Casos. Em dezembro foi assassinado o padre José María Ruiz Furlán

Em memória de padre Chemita


Era amado por todos pelas suas obras em favor dos pobres, pelas suas denúncias públicas contra as impunidades e contra os abusos aos mais fracos. Em 2002 participou da Comissão que tinha a tarefa de organizar a viagem do Papa à Guatemala


de Davide Malacaria


Milhares de pessoas participaram ao funeral de José María Ruiz Furlán, Padre Chemita, padre do bairro Cinco da Cidade da Guatemala

Milhares de pessoas participaram ao funeral de José María Ruiz Furlán, Padre Chemita, padre do bairro Cinco da Cidade da Guatemala

Tinha terminado há pouco de rezar a missa. A última do domingo. Tinha saído, e se encaminhava para casa, ao lado da sua paróquia, dedicada ao Santo Cura d’Ars, que ele mesmo fundara uns 30 anos atrás no bairro Cinco, um dos mais pobres da Cidade da Guatemala. Era noite, sabe-se lá o que pensava naquele breve trajeto. Sabe-se lá se talvez, por um momento, terá repensado nas obscuras ameaças de morte que ultimamente, cada vez com mais insistência, chegavam até ele. Chegou na porta de casa e colocou a chave na fechadura. Chamam pelo seu nome. Volta-se. É atingido por vários tiros. Atingido na cabeça e no rosto, cai no chão e os assassinos continuam a disparar, bem de perto. Sete tiros no total. Era o dia 14 de dezembro quando José María Ruiz Furlán, 69 anos, mais conhecido como padre Chemita, foi assassinado.
A violência na Guatemala é uma mercadoria a preço de banana. O pequeno país da América Central já passou por muitos sofrimentos, quando um sanguinário regime militar arremetia contra a população civil, torturando, matando e aterrorizando.
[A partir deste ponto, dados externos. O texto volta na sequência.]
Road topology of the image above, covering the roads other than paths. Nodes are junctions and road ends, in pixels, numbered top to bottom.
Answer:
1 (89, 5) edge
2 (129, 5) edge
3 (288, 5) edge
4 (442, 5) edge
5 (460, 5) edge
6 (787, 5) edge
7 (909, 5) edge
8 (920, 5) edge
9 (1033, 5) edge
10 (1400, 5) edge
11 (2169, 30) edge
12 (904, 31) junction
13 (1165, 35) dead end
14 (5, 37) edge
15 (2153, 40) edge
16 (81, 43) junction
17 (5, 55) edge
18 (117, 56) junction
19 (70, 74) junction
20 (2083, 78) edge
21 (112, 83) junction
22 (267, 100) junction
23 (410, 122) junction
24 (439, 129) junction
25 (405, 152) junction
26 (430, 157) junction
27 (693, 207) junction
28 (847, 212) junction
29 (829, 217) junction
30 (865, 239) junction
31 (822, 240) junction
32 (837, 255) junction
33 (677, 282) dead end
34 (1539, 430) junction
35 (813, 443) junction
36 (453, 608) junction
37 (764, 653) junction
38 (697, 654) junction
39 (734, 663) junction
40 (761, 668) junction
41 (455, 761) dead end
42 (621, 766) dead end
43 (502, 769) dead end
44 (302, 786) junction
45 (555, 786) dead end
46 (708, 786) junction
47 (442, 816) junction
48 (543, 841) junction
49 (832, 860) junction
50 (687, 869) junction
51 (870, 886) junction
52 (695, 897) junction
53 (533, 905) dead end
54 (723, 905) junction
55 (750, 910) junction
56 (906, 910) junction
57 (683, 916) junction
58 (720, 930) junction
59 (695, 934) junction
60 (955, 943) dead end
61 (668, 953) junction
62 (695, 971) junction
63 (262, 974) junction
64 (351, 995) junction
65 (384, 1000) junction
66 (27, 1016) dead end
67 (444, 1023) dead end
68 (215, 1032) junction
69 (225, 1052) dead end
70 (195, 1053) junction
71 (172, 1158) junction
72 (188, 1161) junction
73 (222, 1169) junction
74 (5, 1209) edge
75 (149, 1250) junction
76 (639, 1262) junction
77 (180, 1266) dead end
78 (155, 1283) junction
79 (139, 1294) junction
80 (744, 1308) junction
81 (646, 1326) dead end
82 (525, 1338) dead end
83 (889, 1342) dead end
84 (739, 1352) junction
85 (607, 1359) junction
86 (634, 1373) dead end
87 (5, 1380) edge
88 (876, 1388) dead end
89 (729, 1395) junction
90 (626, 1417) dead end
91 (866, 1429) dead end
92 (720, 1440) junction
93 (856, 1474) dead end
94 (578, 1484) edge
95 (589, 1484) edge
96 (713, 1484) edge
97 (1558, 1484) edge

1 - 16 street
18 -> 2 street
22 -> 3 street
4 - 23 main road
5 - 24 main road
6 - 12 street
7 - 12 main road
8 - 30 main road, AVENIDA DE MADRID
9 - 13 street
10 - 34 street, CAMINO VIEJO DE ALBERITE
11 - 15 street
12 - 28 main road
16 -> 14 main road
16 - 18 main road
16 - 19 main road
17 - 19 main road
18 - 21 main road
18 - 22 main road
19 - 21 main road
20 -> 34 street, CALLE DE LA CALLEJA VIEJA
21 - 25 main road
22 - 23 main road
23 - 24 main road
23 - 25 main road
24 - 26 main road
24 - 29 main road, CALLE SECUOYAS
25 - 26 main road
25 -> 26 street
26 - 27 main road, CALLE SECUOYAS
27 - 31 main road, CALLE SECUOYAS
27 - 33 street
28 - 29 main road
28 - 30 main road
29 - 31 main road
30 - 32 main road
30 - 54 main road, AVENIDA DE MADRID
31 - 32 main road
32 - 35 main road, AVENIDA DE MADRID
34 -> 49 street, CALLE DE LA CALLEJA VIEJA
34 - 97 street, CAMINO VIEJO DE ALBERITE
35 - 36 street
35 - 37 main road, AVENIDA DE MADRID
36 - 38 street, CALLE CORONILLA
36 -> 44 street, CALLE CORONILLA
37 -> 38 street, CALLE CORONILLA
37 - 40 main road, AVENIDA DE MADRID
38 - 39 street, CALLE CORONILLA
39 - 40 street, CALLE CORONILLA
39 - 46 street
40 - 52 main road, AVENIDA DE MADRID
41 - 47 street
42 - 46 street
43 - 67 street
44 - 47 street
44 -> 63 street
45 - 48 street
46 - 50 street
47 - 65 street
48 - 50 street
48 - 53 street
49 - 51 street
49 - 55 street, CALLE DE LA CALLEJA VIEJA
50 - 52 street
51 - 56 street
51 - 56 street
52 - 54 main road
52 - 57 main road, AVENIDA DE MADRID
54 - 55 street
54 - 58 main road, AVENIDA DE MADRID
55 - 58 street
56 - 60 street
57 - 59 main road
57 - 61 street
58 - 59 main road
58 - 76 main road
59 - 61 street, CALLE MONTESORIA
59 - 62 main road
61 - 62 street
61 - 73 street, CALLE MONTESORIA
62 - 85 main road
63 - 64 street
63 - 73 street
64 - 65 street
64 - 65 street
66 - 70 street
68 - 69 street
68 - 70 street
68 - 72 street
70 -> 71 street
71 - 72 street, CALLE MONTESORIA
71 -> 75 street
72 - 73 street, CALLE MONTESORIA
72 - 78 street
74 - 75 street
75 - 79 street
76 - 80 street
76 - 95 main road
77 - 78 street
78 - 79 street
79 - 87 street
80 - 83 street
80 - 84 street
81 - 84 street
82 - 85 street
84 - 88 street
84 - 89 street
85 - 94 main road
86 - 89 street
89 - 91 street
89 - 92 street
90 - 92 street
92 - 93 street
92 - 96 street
Uma violência que no final dos anos setenta chegou ao apogeu, e que se concluiu, oficialmente em 1996, depois de um acordo de paz entre o governo e as várias formações guerrilheiras. Mas os fantasmas do passado de vez em quando voltam a atormentar este país, onde ainda vigora a impunidade absoluta para os que fizeram aqueles crimes, e os carnífices da época vivem ao lado de suas vítimas. Em janeiro de 1998 foi assassinado, espancado até morrer na sua casa, dom Juan José Gerardi Conedera, o bispo que tinha coordenado o projeto “Remhi” (Recuperación de la memoria histórica), uma monumental pesquisa para a reconstrução dos fatos acontecidos durante a ditadura militar. Um crime que aconteceu apenas dois dias depois da publicação do documento Nunca mas, no qual eram detalhados os horrores que tinham aterrorizado o país: na realidade, um ato de acusação contra os que tinham planificado e dirigido a repressão militar. O assassinato de dom Gerardi foi um crime odioso. Um martírio para o povo guatemalteco; um crime que a justiça civil ainda não resolveu. Também por isso o assassinato do padre Chemita teve muita repercussão no país. Sergio Morales, que dirige a procuradoria para os Direitos Humanos, uma organização não governamental muito respeitada na Guatemala, considera que a morte do padre Chemita também possa ter um motivo político. Afirmou isso logo depois do crime. E agora repete: “O nosso país passa por sucessivas ondas de terrorismo que têm como objetivo categorias bem determinadas, com o objetivo de intimidar os que lutam pela plena legalidade no país”; afirma: “No início do ano passado, por exemplo, foram colocados na mira expoentes da magistratura. Depois os visados foram as pessoas ligadas a organismos que atuam no campo dos direitos humanos, também nesse caso, com ameaças e assassinatos. A morte do padre Chemita poderia representar um sinal para a Igreja, que no nosso país, por tradição, sempre ficou ao lado dos pobres, denunciando e combatendo as violações dos direitos humanos. Certamente é preciso esperar o êxito das investigações, mas a hipótese mais provável é a do crime por motivos políticos, que poderia abrir uma nova fase de intimidação contra a Igreja”.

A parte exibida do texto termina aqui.